Ella también decide poner las cartas boca arriba y me habla de sus problemas de autoestima, de que tiende a cerrarse y a no dejar salir sus angustias, de que años atrás tuvo trastornos alimentarios...


Me explica cómo nació Saint Clair, lo mucho que la empresa la ayudó a sentirse una mujer segura y con confianza en sí misma. Me relata también cómo conoció a Estela, y que son como hermanas.


Finalmente nos quedamos dormidos y nos despertamos casi al mediodía.


Tras ducharnos, nos arreglamos y la llevo a almorzar. 


Después, le muestro un poco la ciudad: paseamos por la plaza des Terraux, donde está emplazado el Ayuntamiento; caminamos un rato por la zona... Visitamos la famosa fuente que lleva el nombre de la plaza, creación del mismo diseñador de la estatua de la Libertad, y al pasar junto a una niña que lleva una canasta de flores, le compro un ramo de amapolas rojas para Paula.


—Mademoiselle, es usted muy afortunada —expresa la niña.


—¿Por qué? —pregunto.


—Porque, de todas las flores que vendo, monsieur ha elegido ésas.


La miramos sin entender y, al ver que no sabemos de qué está hablando, nos explica:
—Esta flor representa el reposo, la tranquilidad y el consuelo; su amor será eterno.


Paula me coge de la cara y me besa con delicadeza los labios, inmediatamente mira a la niña con insistencia y se acuclilla frente a ella, tomándola de las manitos.


—¿Cómo te llamas?


—Angèle.


Se queda mirándola con fascinación y le acaricia la mejilla, la niña le hace honor a su nombre, tiene la cara de un ángel. 

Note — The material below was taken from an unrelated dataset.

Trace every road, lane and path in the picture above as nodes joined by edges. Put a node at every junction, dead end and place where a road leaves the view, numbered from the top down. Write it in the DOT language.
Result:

Luego Paula busca insistente en su bolso hasta que saca una cadenita con un colgante de ángel con alas amarillas y se lo coloca a la niña en el cuello.


—Llévalo siempre contigo, Angèle, te protegerá de todo lo que te rodea.

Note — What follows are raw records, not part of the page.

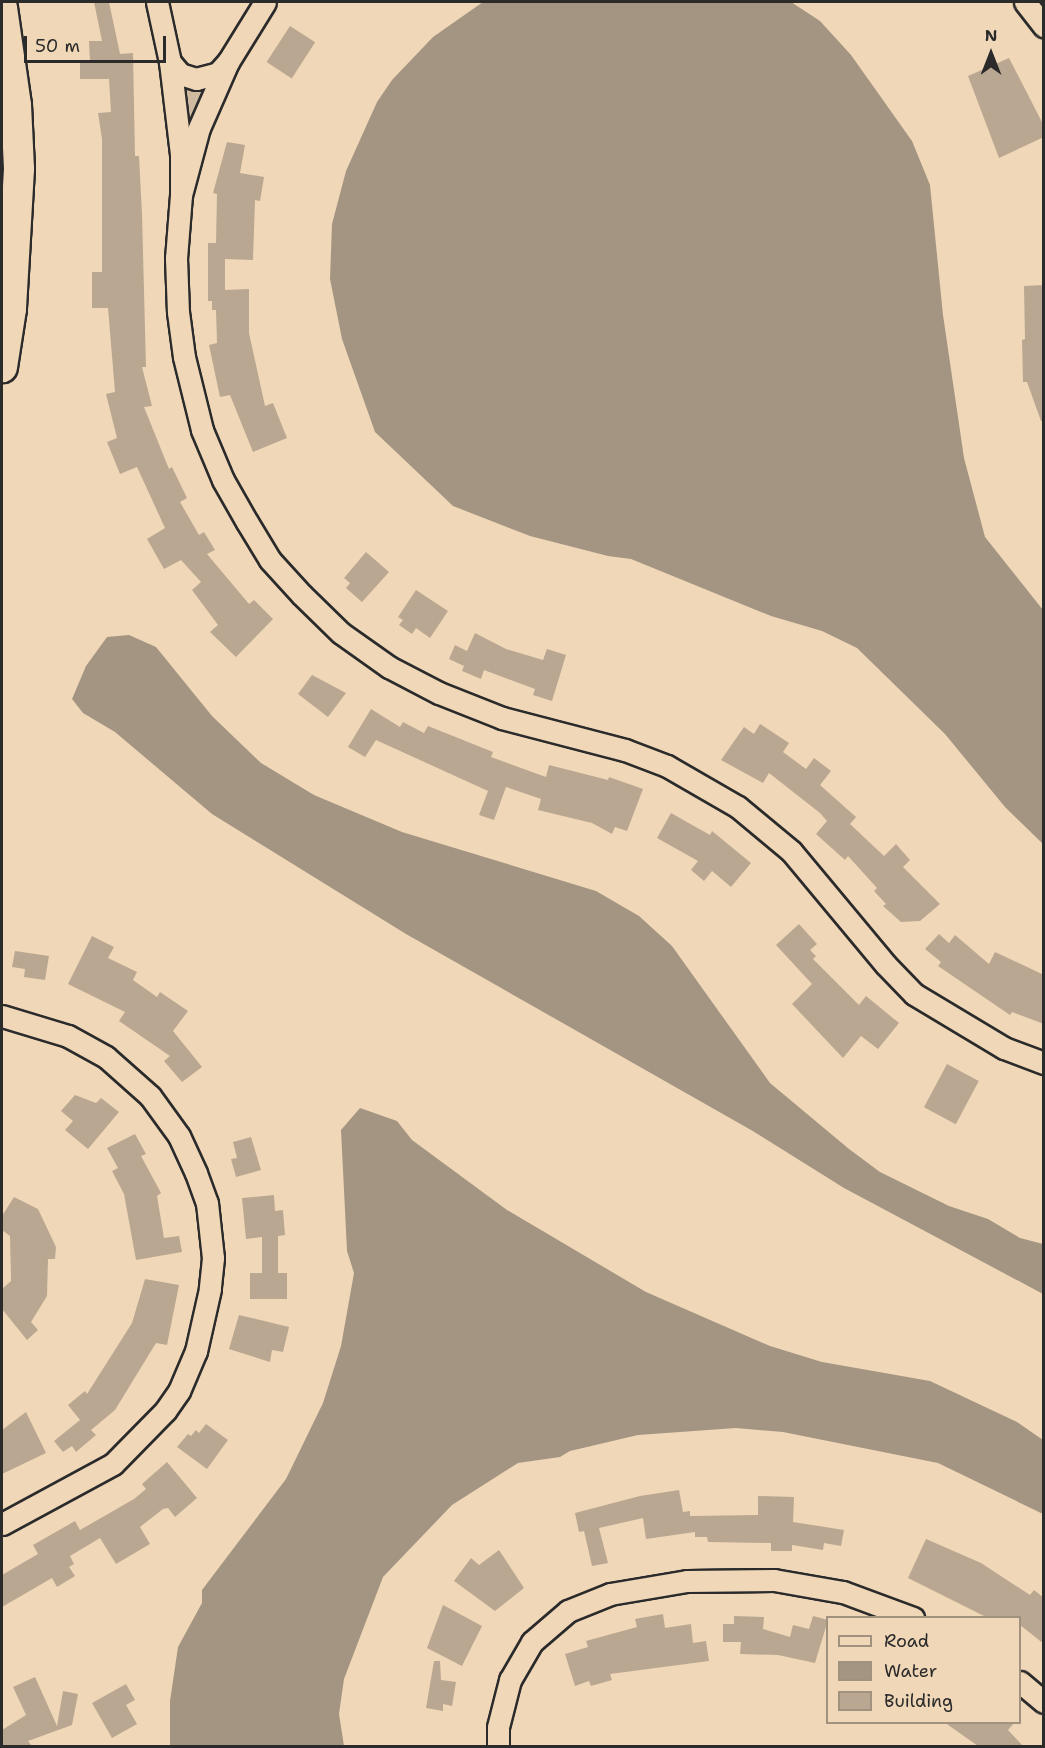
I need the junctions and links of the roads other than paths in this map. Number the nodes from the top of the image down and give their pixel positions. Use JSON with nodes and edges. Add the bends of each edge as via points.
{"nodes":[{"id":1,"x":158,"y":2,"type":"edge"},
{"id":2,"x":265,"y":2,"type":"edge"},
{"id":3,"x":1025,"y":2,"type":"edge"},
{"id":4,"x":2,"y":8,"type":"edge"},
{"id":5,"x":1044,"y":26,"type":"edge"},
{"id":6,"x":171,"y":62,"type":"junction"},
{"id":7,"x":228,"y":62,"type":"junction"},
{"id":8,"x":181,"y":195,"type":"junction"},
{"id":9,"x":2,"y":367,"type":"edge"},
{"id":10,"x":2,"y":1016,"type":"edge"},
{"id":11,"x":1044,"y":1063,"type":"edge"},
{"id":12,"x":2,"y":1524,"type":"edge"},
{"id":13,"x":910,"y":1616,"type":"edge"},
{"id":14,"x":1021,"y":1683,"type":"edge"},
{"id":15,"x":1044,"y":1702,"type":"edge"},
{"id":16,"x":498,"y":1746,"type":"edge"}],
"edges":[{"from":1,"to":6,"type":"street"},
{"from":2,"to":7,"type":"street"},
{"from":3,"to":5,"type":"street"},
{"from":4,"to":9,"type":"street","via":[[16,105],[19,169],[11,309]]},
{"from":6,"to":7,"type":"street","via":[[180,74],[196,79],[218,73]]},
{"from":6,"to":8,"type":"street","via":[[181,154]]},
{"from":7,"to":8,"type":"street","via":[[199,128]]},
{"from":8,"to":11,"type":"street","via":[[176,258],[178,312],[184,357],[202,430],[223,480],[270,560],[302,594],[341,633],[389,668],[439,693],[502,718],[657,762],[738,807],[791,851],[914,994],[1004,1048]]},
{"from":10,"to":12,"type":"street","via":[[68,1036],[106,1058],[150,1096],[179,1136],[196,1173],[207,1203],[213,1258],[196,1351],[179,1391],[165,1411],[113,1464]]},
{"from":13,"to":16,"type":"street","via":[[843,1592],[774,1580],[687,1581],[610,1594],[568,1611],[532,1642],[510,1680],[498,1727]]},
{"from":14,"to":15,"type":"street"}]}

—Así lo haré, mademoiselle, siempre lo llevaré conmigo, muchas gracias.


—¿Me das un beso?


La niña le rodea el cuello y la besa en el carrillo, Paula acaricia su espalda.


—Cuídate.


—Lo haré, pero ahora su ángel me protegerá —dice mientras toma con su mano la cadenita—. Usted también es muy afortunado, tiene un ángel de la guarda propio. Adiós —añade y coge su canasta y se va caminando en dirección contraria a nosotros.


Seguimos paseando; recorremos la orilla del río Ródano pero, como se está haciendo tarde, le prometo que otro día volveremos con más tiempo. A última hora y antes de regresar a París, visitamos a mi madre, que increíblemente la confunde con la doctora Jeanette Guillard, la madre de Paula.


Estamos viajando de vuelta a la capital y ella duerme recostada en mi hombro; la he mirado embobado durante todo el trayecto; estamos entrando en la ciudad de París.


Me alegro de no haberme equivocado: en esta ciudad no sólo he encontrado una nueva oportunidad de resurgir en los negocios, también he hallado el amor.